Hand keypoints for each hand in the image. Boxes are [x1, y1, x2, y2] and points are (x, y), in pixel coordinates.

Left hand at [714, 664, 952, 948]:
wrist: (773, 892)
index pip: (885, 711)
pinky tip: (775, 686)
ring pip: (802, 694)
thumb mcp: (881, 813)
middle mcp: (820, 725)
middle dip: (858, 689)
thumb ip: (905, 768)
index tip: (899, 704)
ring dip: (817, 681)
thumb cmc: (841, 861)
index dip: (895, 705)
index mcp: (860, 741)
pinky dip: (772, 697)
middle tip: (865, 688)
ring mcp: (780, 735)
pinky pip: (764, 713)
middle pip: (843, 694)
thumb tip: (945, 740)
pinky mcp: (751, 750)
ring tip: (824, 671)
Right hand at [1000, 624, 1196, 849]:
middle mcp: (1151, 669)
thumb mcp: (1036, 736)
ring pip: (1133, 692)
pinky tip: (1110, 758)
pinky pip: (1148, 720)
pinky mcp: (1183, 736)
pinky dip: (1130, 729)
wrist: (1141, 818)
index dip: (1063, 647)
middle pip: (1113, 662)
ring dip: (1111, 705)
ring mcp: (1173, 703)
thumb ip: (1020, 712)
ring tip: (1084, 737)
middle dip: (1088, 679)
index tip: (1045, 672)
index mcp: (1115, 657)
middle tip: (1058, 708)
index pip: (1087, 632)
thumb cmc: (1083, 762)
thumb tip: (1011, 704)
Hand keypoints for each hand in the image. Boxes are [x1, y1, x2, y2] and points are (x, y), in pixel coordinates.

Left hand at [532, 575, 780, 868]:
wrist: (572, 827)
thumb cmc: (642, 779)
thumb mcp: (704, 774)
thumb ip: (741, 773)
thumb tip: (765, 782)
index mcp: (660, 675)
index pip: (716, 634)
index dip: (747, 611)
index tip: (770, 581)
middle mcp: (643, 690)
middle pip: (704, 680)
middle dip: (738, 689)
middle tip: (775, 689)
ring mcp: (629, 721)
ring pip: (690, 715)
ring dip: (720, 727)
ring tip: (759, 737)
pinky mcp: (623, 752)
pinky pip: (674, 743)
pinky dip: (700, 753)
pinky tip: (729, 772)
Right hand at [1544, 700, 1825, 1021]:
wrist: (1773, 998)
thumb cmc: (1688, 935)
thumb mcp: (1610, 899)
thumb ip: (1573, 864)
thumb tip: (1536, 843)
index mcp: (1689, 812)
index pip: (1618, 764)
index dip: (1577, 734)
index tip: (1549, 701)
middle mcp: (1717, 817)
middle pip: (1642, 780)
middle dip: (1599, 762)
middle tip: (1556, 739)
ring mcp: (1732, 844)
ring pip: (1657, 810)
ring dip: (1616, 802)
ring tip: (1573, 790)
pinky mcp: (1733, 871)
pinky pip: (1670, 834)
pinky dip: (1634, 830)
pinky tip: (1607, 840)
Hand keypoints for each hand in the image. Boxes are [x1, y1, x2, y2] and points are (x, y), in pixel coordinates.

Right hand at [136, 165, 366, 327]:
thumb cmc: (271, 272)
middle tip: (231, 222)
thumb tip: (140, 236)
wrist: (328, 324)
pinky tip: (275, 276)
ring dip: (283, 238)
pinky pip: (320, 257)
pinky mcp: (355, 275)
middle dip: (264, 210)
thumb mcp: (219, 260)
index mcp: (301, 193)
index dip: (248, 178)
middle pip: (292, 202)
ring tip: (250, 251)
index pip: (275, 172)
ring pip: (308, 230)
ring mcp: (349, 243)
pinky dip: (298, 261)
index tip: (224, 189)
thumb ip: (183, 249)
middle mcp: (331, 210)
----------------------------------------
Work request: The answer must consist of every line above that holds the string "Right", copied exactly.

Result of the exercise:
Right hand at [1000, 624, 1196, 849]:
Right hand at [1544, 700, 1825, 1021]:
Right hand at [136, 165, 366, 327]:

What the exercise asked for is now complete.